Ireland won't be getting any EU bailout money without raising its corporate tax rate. It'll be convenient for the Irish politicians because they'll get to shift blame onto the other Member States.



Serious question; What's the difference between price fixing and tax harmonisation?


Since governments make the laws, lots of things prohibited to private entities turn out to be legal when governments do them.


So, one is legal and one is not. Is that really the extent of it? This sounds like a pretty clear example of something that should probably be closed to all parties, gov included.


Of course Google, Microsoft et al were telling Ireland the other month that they couldnt raise their rates or they would leave. There is too much power here. Aligning tax rates globally will be necessary, like the EU did in Europe.

On the other hand if GE is paying 3.6% then some loopholes need closing. Remove the ways to avoid tax and you can cut the basic rate. That was the plan for the abortive Reagan tax simplification.

Governments are too weak for all the pork barrelling loophole generation and then get screwed by this type of evasion. Drastic tax simplification should be back on the agenda, but is as unlikely as ever.


> Aligning tax rates globally will be necessary

Yes. The US should lower its rates, not the other way around. The US can only get away with 35% because it's the largest economy in the world.

edit: to downvoters, I'd prefer you gave a reply than just metaphorically shaking your head.


I wonder why the government needs to impose 35% tax on companies. Could it have something to do with inefficiency?


Even small governments generally have more financial resources than all but the very largest corporations. They also have militaries and police forces and can compel people within their borders at gunpoint. The only card the company really has to play is the ability to leave.

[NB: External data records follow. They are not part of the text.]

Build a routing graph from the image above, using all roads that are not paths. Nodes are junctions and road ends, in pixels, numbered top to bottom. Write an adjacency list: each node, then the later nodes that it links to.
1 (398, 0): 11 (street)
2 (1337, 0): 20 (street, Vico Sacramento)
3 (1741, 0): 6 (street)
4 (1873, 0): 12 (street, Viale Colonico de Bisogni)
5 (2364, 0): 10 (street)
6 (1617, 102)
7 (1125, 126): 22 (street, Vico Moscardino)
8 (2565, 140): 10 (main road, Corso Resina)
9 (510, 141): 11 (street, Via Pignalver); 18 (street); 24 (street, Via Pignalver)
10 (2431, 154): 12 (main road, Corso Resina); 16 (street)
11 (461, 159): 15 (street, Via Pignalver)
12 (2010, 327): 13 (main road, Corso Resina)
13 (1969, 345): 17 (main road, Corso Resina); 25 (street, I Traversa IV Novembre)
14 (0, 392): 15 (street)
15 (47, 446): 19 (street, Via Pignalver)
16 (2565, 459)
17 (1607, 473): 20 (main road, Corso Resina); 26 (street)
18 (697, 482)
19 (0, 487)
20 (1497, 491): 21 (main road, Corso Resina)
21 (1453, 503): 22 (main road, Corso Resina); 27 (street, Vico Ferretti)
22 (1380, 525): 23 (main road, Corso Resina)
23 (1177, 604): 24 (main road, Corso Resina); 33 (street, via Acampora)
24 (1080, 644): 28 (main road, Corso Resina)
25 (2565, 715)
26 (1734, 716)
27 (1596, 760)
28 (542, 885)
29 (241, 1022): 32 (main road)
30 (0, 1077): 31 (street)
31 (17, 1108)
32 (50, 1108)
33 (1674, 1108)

Playing the "exit" card is a desperation move, but its importance can be seen by the fact that it was actually revoked in every communist country. This was the purpose of the Berlin Wall, for example: to stop the brain drain of the skilled and talented, and keep them in a country with a 100% tax rate (the abolition of private property = 100% tax).

Therefore, it is somewhat arguable that governments are the "weak" ones here. Playing the exit card for MS or Google would cost them many millions and is a last resort.


Speaking of low taxes, I think US companies are overlooking Turkey and the advantages it offers to tech companies.

1) no corporate tax 2) no income tax for employees

All that is required is for the project to be approved as an R&D project. There is an incredible talent pool, solid infrastructre and a beautiful city waiting...I am just saying...:-)


I think this 'tax amnesty' borders on extortion. So all these companies used every loophole they could find to pay lower taxes, and now they want to bring the booty back, and it has to be for free. Assuming this happens, what prevents them from doing the same thing again?